A while ago, I came up with “Indifference Theory” when talking about SyFy Channel original movies. It’s not my most original thought, but quoting myself from years ago saves me having to write something new (and this movie does not deserve that).
SyFy Channel need material cheap enough to allow them to make a profit from selling advertising. They absolutely don’t care what it is or if it’s any good or not, and nor do the advertisers. The director has a set amount of time and money, and knows that if the film’s good, bad or indifferent, it makes no difference to him. People watching it are either like me (hipster scumbag film reviewers) or people who saw the title and thought it would be marginally better than staring at a wall for 2 hours. And thus the Indifference Theory creates another film enjoyed by no-one (not the people who made it, paid for it or watched it) and which will disappear without a trace, save a footnote in a few academic treatises about SyFy’s only real success, Sharknado. I will hopefully have forgotten it in a few days, and this review will drift into the ether, to the delight of no-one.
I missed out on “3-Headed Shark Attack”, which had Danny Trejo and pro wrestling legend Rob Van Dam in it, and there was no 4-headed version, so I’m jumping straight from “2-Headed Shark Attack”. And it seems several of my criticisms of that can be applied to this, but before we get to that let’s discuss the IMDB synopsis.
Shaped like a demented starfish, a monster 5-headed shark terrorizes the open ocean before invading the beaches of Puerto Rico, endangering the once peaceful island paradise.
Shaped like a demented starfish
No it isn’t.
a monster 5-headed shark terrorizes the open ocean
No it doesn’t.
before invading the beaches of Puerto Rico, endangering the once peaceful island paradise.
This movie set in a peaceful island paradise was released in 2017. Also in 2017, Hurricane Maria landed in Puerto Rico, causing $91 billion in damage and leaving the island devastated, devastation it has yet to recover from.
After a surprisingly strong environmental message about plastic in the ocean, we just meet the titular shark, who for the first half of the movie only appears to have four heads. The fifth head is…at the end of its tail. How does that even work? Am I a fool for even worrying about the logic of a movie called “Five Headed Shark Attack”? Anyway, a photographer and his distinctly average-looking models are eaten by the shark, so the Puerto Rican cops go to the local aquarium and ask the director and the head scientist about the creature.
The director sees dollar signs and the scientist sees…science, I guess? So they take the students / interns and go looking for a shark – only one of them dies so they have to get help. That help is Red, the movie’s comic relief / hero, a boat captain who has a romantic history with the scientist, Dr Angie. Like all scientists (and like the stars of 2-Headed Shark Attack) they take no scientific equipment, and use a flimsy tourist boat. Oh god I’m bored of writing about this so you must be bored as hell of reading about it.

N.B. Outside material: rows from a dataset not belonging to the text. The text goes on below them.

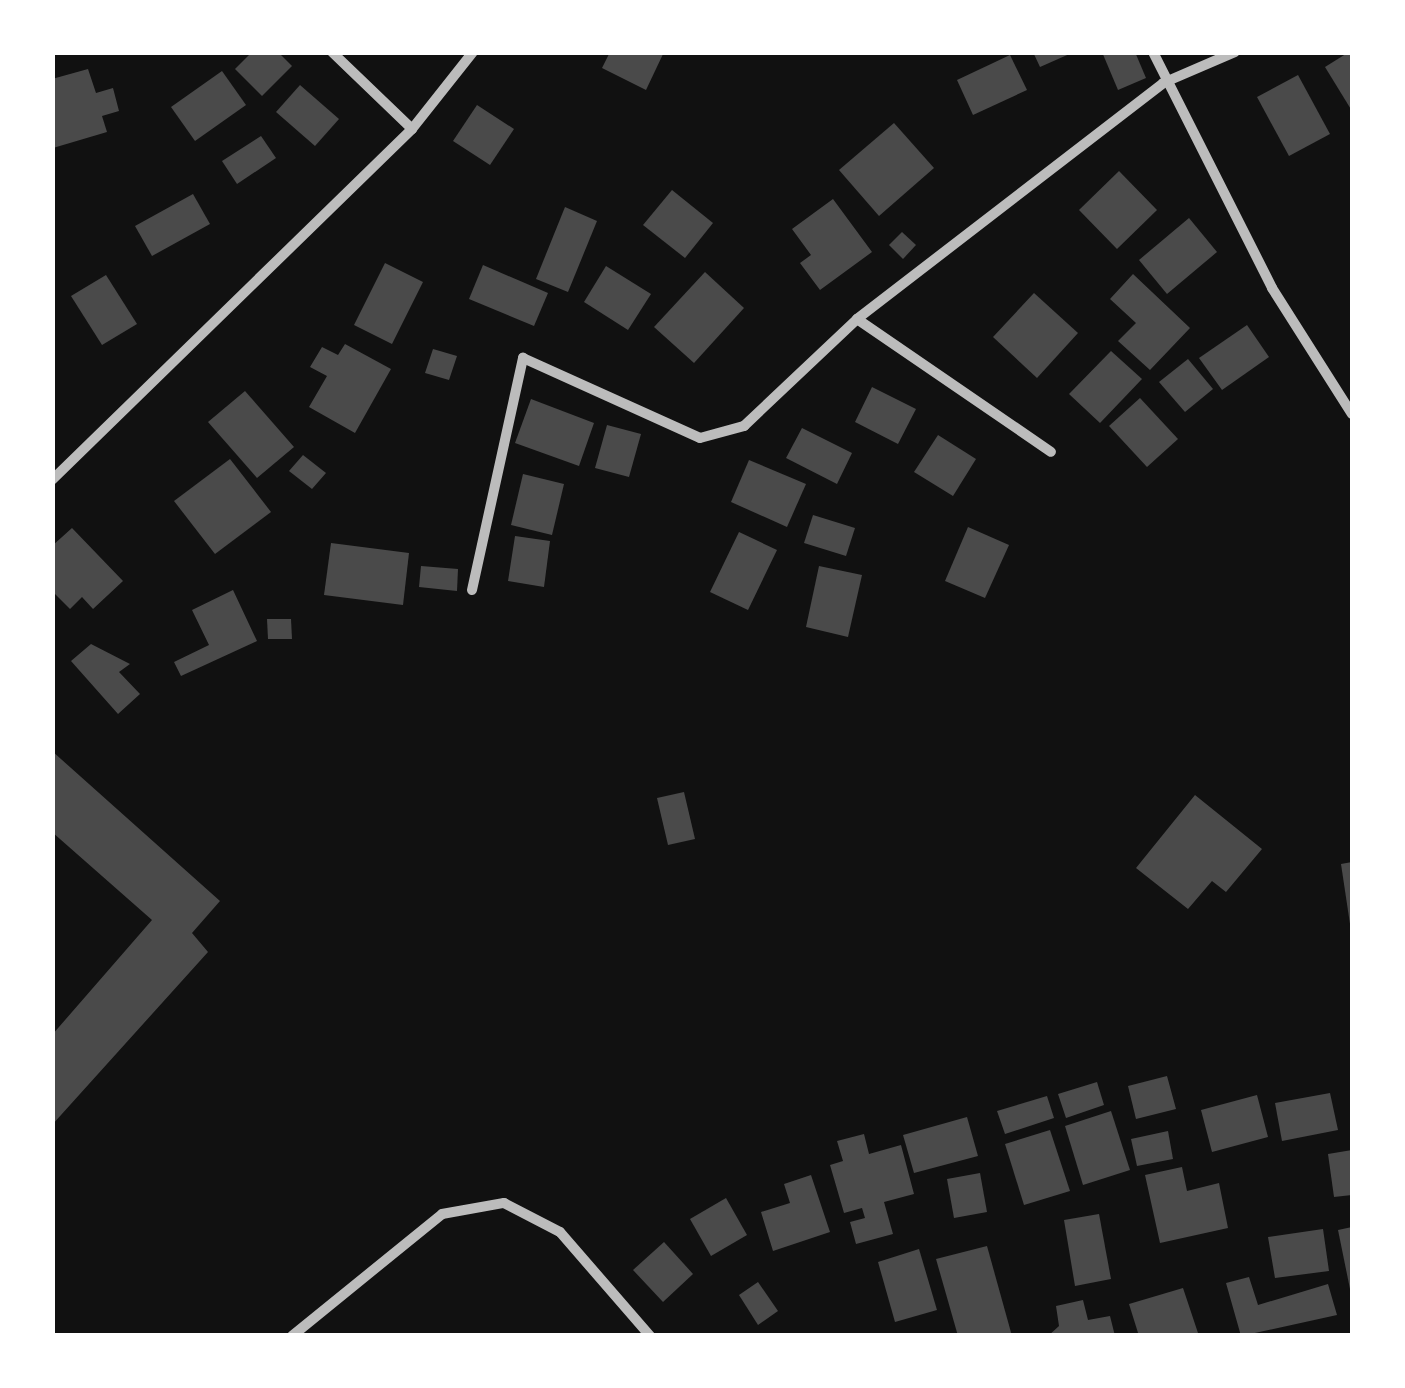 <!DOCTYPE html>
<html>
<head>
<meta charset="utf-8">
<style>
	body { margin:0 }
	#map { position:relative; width:1405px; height:1388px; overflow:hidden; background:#111; font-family:Ubuntu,sans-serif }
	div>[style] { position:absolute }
	.building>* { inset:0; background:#4a4a4a }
	.minor>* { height:10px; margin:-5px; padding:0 5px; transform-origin:5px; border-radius:5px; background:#bcbcbc }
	span { translate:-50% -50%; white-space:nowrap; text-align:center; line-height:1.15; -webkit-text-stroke:9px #fff; paint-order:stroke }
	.frame { position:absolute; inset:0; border:55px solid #fff; pointer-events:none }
</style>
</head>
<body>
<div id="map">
	<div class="building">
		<i style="clip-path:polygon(252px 52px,278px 52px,292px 66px,262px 96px,235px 69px)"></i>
		<i style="clip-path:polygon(610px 52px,664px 52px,646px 90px,602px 68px)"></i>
		<i style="clip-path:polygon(1033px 52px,1074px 52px,1040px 67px)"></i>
		<i style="clip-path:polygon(1102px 52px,1135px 52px,1146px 78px,1118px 90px)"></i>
		<i style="clip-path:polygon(1349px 52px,1352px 52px,1352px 111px,1325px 67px)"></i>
		<i style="clip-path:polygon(1010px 55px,1027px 90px,973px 115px,957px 80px)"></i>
		<i style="clip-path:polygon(88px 69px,96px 93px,113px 88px,119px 111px,102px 116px,107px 132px,53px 148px,52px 79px)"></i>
		<i style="clip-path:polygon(222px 71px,246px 105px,195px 141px,171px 107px)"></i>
		<i style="clip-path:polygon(1298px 75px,1330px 134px,1289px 156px,1257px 97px)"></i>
		<i style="clip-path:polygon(300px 85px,339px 119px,315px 146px,276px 112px)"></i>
		<i style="clip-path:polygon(477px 105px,514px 129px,490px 165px,453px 141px)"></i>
		<i style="clip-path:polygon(894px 123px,934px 168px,879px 216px,839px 170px)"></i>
		<i style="clip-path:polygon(261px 136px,276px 158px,237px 184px,222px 161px)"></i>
		<i style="clip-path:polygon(1119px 171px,1157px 210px,1117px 249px,1079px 210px)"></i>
		<i style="clip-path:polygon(672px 190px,713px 223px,685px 258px,643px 225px)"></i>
		<i style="clip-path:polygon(193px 194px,210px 224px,152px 256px,135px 226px)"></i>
		<i style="clip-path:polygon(833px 199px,872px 252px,820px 290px,800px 263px,811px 255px,792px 229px)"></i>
		<i style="clip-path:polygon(565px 207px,597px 221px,568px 292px,536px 279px)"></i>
		<i style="clip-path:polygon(1189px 218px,1217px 252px,1167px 294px,1139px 260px)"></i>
		<i style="clip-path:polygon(902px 232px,916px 245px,903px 259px,889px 245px)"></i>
		<i style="clip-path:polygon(385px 263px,423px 282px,392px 344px,354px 325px)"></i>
		<i style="clip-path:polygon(483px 265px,548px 293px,534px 326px,469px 299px)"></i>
		<i style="clip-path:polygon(606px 266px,651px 294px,628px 330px,584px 302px)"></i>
		<i style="clip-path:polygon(705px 272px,744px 308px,694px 363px,654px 327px)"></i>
		<i style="clip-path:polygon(1133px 274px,1190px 328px,1150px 370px,1118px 341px,1136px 323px,1110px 299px)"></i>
		<i style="clip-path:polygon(106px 275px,137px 324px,102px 345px,71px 296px)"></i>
		<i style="clip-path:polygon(1034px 293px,1078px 333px,1037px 378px,993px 337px)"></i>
		<i style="clip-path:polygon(1247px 325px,1269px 357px,1222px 390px,1199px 358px)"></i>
		<i style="clip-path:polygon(345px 344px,391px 369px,355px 433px,309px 407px,327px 376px,310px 367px,322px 347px,338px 355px)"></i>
		<i style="clip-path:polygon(433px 349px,457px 356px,449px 380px,425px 373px)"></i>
		<i style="clip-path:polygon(1111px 351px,1142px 379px,1100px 423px,1069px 394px)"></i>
		<i style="clip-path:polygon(1188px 359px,1213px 389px,1185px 412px,1159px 382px)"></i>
		<i style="clip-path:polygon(872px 387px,916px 409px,898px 444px,855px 422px)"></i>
		<i style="clip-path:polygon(245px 391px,294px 447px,257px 478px,208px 422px)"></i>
		<i style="clip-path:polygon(1140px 398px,1178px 439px,1147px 467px,1109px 426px)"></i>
		<i style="clip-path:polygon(531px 399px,594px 423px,579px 466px,515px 443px)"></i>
		<i style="clip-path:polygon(607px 425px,641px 434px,629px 477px,595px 468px)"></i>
		<i style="clip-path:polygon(802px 428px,852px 453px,837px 484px,786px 458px)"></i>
		<i style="clip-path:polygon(938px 435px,976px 459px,953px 496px,914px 472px)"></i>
		<i style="clip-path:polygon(303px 455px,326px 473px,312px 489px,289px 471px)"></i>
		<i style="clip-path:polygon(230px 459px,271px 512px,215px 554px,174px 501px)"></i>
		<i style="clip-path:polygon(749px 460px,806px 484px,787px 527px,731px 502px)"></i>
		<i style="clip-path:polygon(523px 474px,564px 484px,552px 535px,511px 525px)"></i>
		<i style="clip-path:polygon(813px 515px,855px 528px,846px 556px,804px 543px)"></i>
		<i style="clip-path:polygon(968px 527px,1009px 545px,985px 598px,945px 581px)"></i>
		<i style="clip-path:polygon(72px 528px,123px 581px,93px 609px,82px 597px,70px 609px,52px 591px,52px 546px)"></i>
		<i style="clip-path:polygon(739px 532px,777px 550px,748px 610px,710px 592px)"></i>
		<i style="clip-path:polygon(515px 536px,550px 541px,544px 587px,508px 581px)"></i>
		<i style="clip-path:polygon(331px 543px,409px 553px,403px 605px,324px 595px)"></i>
		<i style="clip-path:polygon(421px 566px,458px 569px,457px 591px,419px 587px)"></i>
		<i style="clip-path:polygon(819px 566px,862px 575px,848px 637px,806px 627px)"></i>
		<i style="clip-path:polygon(233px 590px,257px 641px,181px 676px,174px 662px,209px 645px,192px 610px)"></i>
		<i style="clip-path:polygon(267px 619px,291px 619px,292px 639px,268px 639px)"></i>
		<i style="clip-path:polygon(91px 644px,130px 664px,119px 672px,140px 694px,118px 714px,71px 661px)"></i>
		<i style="clip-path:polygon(52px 751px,220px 901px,192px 933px,208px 952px,52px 1125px,52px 1035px,152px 920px,52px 832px)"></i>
		<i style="clip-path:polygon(684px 792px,695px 839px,668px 845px,657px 798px)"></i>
		<i style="clip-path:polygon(1195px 795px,1262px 849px,1226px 892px,1212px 881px,1188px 909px,1136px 868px)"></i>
		<i style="clip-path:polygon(1352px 862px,1352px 924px,1350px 924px,1341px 864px)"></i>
		<i style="clip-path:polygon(1167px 1076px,1176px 1109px,1136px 1119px,1128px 1086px)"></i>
		<i style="clip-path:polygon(1097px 1082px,1104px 1105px,1066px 1118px,1058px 1094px)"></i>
		<i style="clip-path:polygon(1330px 1093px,1338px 1130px,1282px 1141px,1275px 1103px)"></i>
		<i style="clip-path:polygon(1257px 1095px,1268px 1137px,1212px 1152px,1201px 1110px)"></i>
		<i style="clip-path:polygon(1047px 1096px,1054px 1118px,1005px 1134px,997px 1111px)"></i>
		<i style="clip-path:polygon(1111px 1111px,1130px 1170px,1083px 1185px,1065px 1126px)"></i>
		<i style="clip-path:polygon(967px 1117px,978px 1156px,914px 1173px,903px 1135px)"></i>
		<i style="clip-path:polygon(1050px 1130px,1070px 1191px,1024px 1205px,1005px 1144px)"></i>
		<i style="clip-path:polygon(1168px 1131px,1173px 1159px,1137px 1166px,1131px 1139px)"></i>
		<i style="clip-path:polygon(864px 1134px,869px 1154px,901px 1145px,914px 1194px,884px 1202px,893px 1234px,856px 1244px,850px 1222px,865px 1218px,862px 1208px,844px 1213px,830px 1165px,843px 1161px,837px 1141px)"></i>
		<i style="clip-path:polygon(1352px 1150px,1352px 1195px,1334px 1197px,1328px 1154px)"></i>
		<i style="clip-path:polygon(1182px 1167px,1187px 1191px,1219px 1183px,1228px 1228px,1160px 1243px,1145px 1175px)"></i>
		<i style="clip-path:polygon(980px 1173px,987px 1212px,954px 1218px,947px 1179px)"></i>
		<i style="clip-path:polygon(811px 1175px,830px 1232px,773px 1251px,761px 1212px,790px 1203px,784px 1184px)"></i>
		<i style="clip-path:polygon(726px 1198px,747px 1235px,711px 1256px,690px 1219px)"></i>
		<i style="clip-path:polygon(1099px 1214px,1111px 1279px,1075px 1286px,1064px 1220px)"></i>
		<i style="clip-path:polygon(1352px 1227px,1352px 1294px,1351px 1294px,1338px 1230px)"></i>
		<i style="clip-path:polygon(1323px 1229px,1329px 1271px,1275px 1278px,1268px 1237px)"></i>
		<i style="clip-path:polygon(664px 1242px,693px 1274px,663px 1302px,633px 1270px)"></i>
		<i style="clip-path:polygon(987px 1246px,1012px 1336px,958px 1336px,936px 1259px)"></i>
		<i style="clip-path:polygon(919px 1249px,937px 1310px,895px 1322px,878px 1262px)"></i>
		<i style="clip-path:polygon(1249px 1277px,1258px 1305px,1328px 1284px,1337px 1315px,1241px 1336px,1226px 1283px)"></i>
		<i style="clip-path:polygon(758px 1282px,778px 1311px,758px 1325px,739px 1295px)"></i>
		<i style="clip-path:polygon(1183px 1288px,1199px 1336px,1139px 1336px,1129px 1304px)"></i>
		<i style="clip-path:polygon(1083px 1300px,1088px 1320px,1110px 1316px,1115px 1336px,1048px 1336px,1059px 1326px,1056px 1306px)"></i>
	</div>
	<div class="minor">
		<i style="left:332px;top:52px;width:111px;rotate:43.9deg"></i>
		<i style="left:1153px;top:52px;width:264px;rotate:63.2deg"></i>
		<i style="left:1272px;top:288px;width:149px;rotate:57.6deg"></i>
		<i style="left:857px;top:319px;width:235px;rotate:34.4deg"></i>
		<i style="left:52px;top:480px;width:503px;rotate:-44.27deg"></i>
		<i style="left:412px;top:129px;width:98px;rotate:-51.6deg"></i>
		<i style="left:472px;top:590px;width:238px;rotate:-77.6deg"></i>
		<i style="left:523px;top:358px;width:194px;rotate:24.3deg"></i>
		<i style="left:700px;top:438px;width:46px;rotate:-15.3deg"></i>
		<i style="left:744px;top:426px;width:156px;rotate:-43.4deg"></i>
		<i style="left:857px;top:319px;width:386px;rotate:-37.6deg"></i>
		<i style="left:1163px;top:83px;width:78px;rotate:-23.3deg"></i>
		<i style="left:292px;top:1336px;width:193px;rotate:-39.1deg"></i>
		<i style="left:442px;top:1214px;width:63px;rotate:-10.1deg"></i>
		<i style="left:504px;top:1203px;width:63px;rotate:27.4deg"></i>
		<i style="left:560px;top:1232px;width:138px;rotate:49.1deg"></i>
	</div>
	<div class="frame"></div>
</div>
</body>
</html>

There’s a grand total of one funny or clever line in this movie, when the students complain that Red is yet to catch the shark. “That’s why they call it fishing, not catching” is his reply, and it may be old as the hills, but it’s new to me. The rest of the dialogue is abysmal, which might be related to the three credited writers, none of whom have much in the way of previous writing credits. Or director Nico De Leon, for whom this is his only credit of any kind. Who knows.
It’s just so dull. Every bit of “action” is tediously predictable, people continue to act like idiots so the shark has a nice steady supply of food, the shark is a genius, able to avoid sonar by hiding under the boat, and the ending is only interesting in that it doesn’t pan across the ocean floor to a couple of baby five-headed sharks, ready to carry on Mum’s work, just before the credits roll.
Oh yes, one more thing – this is a production of The Asylum, the company that produced cheap and unpleasant movies with titles (but not plots) based on whatever big budget title was due out that year; before stumbling onto worldwide success with “Sharknado”. I dislike them due to their poor health and safety record and rotten treatment of freelance writers, but I can’t be bothered to go into that again. Best just to avoid anything with the Asylum’s logo on it, aside from the Sharknado series, I think.
Not just bad, but boring. Avoid unless your TV is broken and stuck on the SyFy Channel, and you’re trapped on your sofa.